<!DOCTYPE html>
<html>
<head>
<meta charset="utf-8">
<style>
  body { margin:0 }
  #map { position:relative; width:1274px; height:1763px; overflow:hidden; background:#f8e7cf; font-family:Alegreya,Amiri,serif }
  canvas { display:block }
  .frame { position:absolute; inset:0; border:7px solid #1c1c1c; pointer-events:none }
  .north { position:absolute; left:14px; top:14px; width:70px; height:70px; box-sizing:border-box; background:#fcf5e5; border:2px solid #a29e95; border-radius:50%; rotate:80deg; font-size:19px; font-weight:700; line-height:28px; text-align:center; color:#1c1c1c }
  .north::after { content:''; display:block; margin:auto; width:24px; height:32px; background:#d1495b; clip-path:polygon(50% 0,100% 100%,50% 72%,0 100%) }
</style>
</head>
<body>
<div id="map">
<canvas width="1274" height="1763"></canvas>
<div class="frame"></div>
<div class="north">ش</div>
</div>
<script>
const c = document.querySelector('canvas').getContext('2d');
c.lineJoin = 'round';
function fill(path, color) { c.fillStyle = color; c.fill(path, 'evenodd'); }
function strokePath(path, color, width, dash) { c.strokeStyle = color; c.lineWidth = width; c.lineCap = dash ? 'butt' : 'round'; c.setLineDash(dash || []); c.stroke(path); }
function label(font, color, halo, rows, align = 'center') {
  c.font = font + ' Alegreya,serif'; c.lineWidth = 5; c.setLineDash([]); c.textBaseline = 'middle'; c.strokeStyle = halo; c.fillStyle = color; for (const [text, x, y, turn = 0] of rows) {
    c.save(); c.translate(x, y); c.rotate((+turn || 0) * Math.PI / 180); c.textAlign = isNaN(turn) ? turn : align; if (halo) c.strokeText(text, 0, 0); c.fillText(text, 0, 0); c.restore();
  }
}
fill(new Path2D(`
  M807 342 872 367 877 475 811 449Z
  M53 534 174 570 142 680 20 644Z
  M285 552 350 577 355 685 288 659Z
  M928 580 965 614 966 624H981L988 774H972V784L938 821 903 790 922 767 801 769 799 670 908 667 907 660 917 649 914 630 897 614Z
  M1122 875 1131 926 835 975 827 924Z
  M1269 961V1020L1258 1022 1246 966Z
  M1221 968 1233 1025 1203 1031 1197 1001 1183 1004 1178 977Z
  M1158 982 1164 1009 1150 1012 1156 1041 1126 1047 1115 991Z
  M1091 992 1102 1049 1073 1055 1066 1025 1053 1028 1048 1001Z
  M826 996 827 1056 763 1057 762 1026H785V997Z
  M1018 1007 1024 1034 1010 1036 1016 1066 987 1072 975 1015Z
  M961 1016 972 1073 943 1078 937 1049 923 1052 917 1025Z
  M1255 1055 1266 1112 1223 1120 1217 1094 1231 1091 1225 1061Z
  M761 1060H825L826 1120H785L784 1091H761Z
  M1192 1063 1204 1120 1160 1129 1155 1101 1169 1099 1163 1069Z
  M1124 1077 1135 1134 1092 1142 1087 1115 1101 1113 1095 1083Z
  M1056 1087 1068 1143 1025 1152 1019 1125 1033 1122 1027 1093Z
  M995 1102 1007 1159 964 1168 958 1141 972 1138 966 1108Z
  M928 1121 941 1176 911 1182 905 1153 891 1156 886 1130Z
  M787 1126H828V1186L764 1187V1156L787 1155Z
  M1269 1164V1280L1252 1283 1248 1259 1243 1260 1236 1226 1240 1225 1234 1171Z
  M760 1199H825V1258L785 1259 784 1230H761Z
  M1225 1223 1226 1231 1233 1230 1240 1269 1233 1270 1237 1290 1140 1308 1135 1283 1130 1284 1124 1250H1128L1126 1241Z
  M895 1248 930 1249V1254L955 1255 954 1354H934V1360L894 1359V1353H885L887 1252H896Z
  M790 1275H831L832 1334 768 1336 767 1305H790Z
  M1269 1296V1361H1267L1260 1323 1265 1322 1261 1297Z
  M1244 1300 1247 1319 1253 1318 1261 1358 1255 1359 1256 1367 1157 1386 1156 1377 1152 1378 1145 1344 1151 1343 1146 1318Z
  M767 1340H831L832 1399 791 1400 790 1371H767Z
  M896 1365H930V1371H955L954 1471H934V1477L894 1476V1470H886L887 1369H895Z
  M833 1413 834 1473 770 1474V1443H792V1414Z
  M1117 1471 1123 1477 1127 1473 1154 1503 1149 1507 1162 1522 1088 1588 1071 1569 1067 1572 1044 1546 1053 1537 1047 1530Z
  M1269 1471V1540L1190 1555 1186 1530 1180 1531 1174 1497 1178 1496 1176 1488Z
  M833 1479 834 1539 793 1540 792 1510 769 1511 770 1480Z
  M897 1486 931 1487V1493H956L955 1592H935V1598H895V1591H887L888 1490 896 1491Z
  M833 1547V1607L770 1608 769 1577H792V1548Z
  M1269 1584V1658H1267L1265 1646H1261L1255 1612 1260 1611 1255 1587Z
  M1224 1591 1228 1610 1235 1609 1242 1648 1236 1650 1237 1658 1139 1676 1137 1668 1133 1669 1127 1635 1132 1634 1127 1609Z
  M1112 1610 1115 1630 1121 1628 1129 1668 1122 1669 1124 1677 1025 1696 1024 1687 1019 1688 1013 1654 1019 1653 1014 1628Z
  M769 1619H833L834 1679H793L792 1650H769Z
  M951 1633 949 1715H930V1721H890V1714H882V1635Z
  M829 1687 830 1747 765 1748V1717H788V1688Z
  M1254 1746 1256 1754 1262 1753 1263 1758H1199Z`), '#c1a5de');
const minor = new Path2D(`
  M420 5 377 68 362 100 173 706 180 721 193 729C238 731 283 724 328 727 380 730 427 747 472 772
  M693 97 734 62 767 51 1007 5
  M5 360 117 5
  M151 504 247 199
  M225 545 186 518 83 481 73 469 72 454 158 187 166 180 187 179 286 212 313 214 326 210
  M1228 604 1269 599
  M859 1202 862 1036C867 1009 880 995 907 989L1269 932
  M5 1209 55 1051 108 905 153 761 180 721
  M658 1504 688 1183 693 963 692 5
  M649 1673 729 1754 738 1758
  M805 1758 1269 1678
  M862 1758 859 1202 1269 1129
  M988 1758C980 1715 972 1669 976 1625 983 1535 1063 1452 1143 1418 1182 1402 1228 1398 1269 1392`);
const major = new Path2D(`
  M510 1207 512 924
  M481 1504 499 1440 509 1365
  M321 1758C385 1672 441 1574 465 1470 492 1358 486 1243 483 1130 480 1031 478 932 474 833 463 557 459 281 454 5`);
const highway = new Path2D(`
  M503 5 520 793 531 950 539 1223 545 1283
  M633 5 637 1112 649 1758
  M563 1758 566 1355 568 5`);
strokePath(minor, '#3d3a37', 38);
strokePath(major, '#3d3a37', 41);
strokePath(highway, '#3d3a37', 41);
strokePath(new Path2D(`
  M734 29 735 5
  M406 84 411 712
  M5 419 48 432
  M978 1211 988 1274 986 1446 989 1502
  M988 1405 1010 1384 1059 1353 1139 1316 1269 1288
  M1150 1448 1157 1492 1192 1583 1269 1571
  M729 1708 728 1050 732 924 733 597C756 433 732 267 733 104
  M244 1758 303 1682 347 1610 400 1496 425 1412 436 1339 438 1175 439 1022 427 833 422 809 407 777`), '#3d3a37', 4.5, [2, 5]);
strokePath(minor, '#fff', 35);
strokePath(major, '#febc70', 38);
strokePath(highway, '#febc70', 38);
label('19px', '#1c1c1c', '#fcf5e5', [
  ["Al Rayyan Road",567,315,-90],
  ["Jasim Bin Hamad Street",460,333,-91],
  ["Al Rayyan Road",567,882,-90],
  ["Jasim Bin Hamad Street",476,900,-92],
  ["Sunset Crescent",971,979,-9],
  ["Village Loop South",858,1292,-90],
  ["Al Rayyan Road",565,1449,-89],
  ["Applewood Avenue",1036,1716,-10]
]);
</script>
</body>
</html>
* * * * * * *
Within the records above, how many lines include the word "rows"? Only the number is wanted.

TASK RESULT:
2